Не менее интересен и характерен конец юмовой автобиографии, представляющий самое рассудительное и философски спокойное прощание с жизнью, какое когда-либо было доверено бумаге. “Несмотря на очевидное изнурение всего моего организма,– пишет Юм,– никогда, ни на одну минуту не чувствовал я уныния в душе своей; таким образом, если бы мне надлежало сказать, какое время я считаю за лучшее в моей жизни, то я указал бы именно на этот последний период... В самом деле, никогда не испытывал я большего жара в занятиях, ни большей веселости в приятном мне обществе. Тем не менее, я нахожу, что человек, умирающий шестидесяти пяти лет, только освобождается от нескольких лет дряхлости; и хотя по некоторым обстоятельствам я мог бы надеяться, что увижу ученую славу свою в большем блеске, чем это было до сих пор, но зато я знаю, что недолго пользовался бы этим счастьем, почему и трудно найти человека, который был бы привязан к жизни меньше меня”.

Между тем недуг Юма усиливался, и эдинбургские врачи решили, что ему следует переменить образ жизни и испытать действие минеральных вод. Юм послушался этого совета и отправился в местечко Бад (Bath), лежащее недалеко от Лондона и славящееся целебными источниками.
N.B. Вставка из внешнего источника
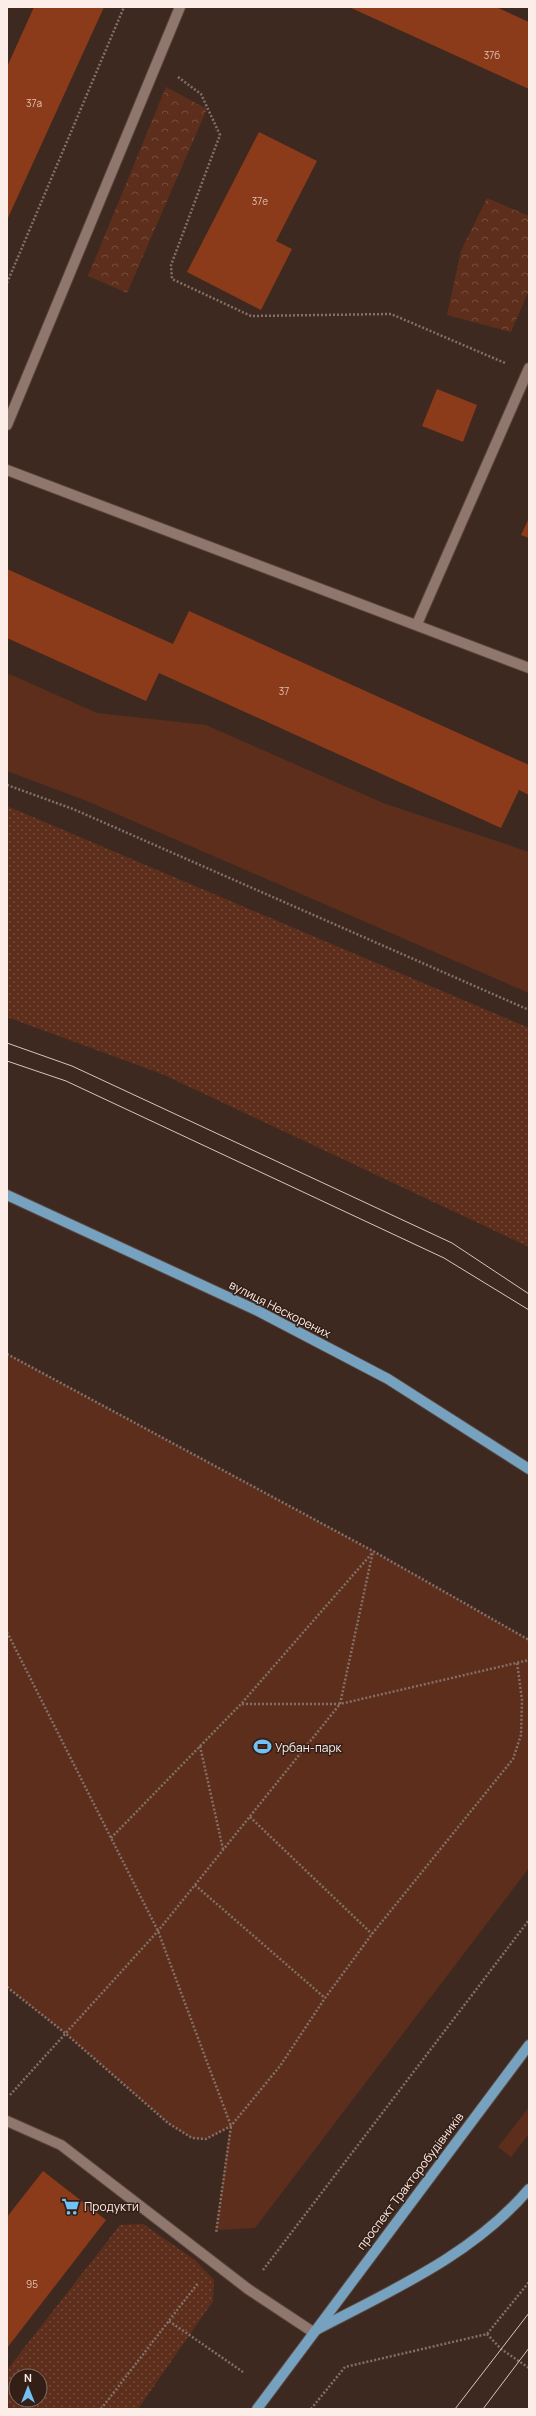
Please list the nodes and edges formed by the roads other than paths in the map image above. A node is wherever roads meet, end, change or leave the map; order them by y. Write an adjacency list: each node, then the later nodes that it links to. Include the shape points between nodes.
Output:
1 (180, 7): 3 (lane)
2 (528, 370): 5 (lane)
3 (7, 426)
4 (7, 470): 5 (lane)
5 (417, 624): 6 (lane)
6 (529, 668)
7 (7, 1195): 8 (main road, вулиця Нескорених, via 258,1310 388,1379)
8 (529, 1469)
9 (529, 2045): 12 (main road, проспект Тракторобудівників)
10 (7, 2121): 12 (lane, via 61,2145 248,2289)
11 (529, 2189): 12 (main road, проспект Тракторобудівників, via 514,2207 477,2239 436,2267)
12 (313, 2332): 13 (main road, проспект Тракторобудівників)
13 (257, 2409)

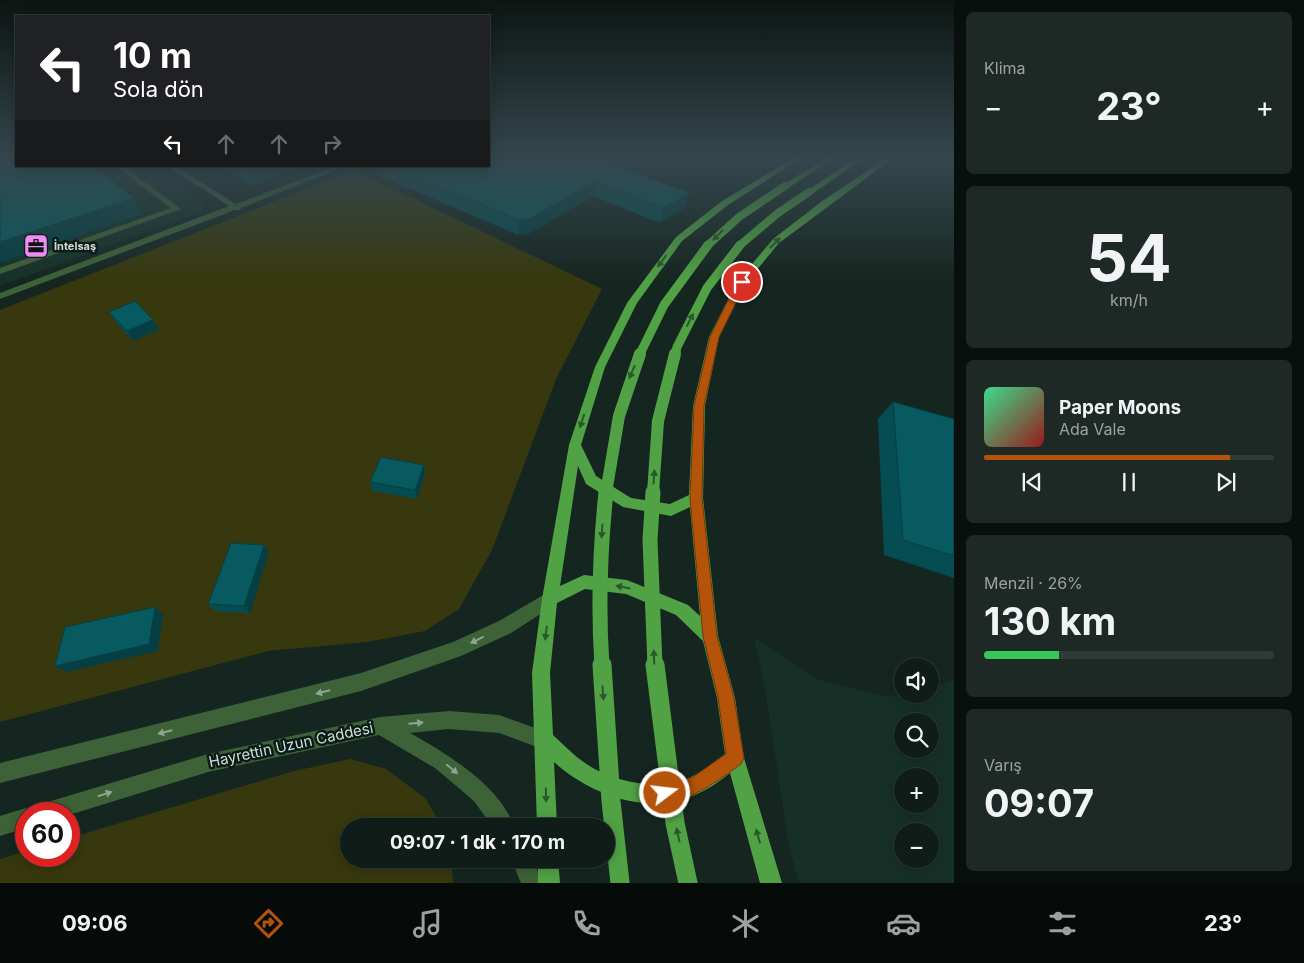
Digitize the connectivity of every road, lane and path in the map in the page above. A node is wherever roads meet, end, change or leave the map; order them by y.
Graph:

Однако лечение не помогло, и в июне 1776 года Юм писал из Бада: “Через несколько дней я уезжаю отсюда, так как воды не принесли мне облегчения... Настоящая причина моей болезни теперь открыта – это моя печень”. Вскоре Юм вернулся в Эдинбург, собрал в последний раз своих лучших друзей к себе на вечер и написал брату следующее письмо: “Дорогой брат, доктор Блэк сказал мне с сожалением,– как и подобает человеку чувствительному,– что я скоро умру; это не было для меня неприятною новостью”. Адам Смит и доктора Келен и Блэк свидетельствуют, что Юм говорил о смерти спокойно, даже весело и не обнаруживал ни малейшего нетерпения или ропота. Юм скончался 25 августа 1776 года, а несколько дней спустя его тело, сопровождаемое громадной толпой, привлеченной отчасти любопытством, отчасти глубокой симпатией к покойному, было похоронено на старом кладбище, расположенном по южному склону холма, с вершины которого открывается замечательный вид на Эдинбург и его окрестности. На востоке протекает река Форт, дальше, за ней синеют хребты шотландских гор. С запада выступают смелые очертания скалы Кэстль со старой частью Эдинбурга, а к подножию холма из лабиринта тесных улиц доносится глухой шум – запечатленная в звуках жизнь деятельного городского населения. Почувствовав приближение смерти, Юм сам выбрал это кладбище как место своего погребения; вряд ли его выбор был случайным. Нам кажутся справедливыми догадки Гексли о том, что гениальный философ и историк намеренно избрал для вечного успокоения то место, где так удивительно сближены и соотнесены царство природы и царство человека, составляющие нечто единое – весь здешний мир, в котором все подчинено одним и тем же законам и все в своей сущности остается тайной, несмотря на смелые попытки человеческого ума проникнуть в нее.

На своей могильной плите Юм завещал сделать следующую надпись: “Дэвид Юм. Родился 26 апреля 1711 года, умер 25 августа 1776 года”. “Предоставляю потомству, – сказал он, – прибавить остальное”. Замечательный мыслитель и безупречно нравственный человек,— вот как дополнили бы мы скромную эпитафию на памятнике великого шотландца.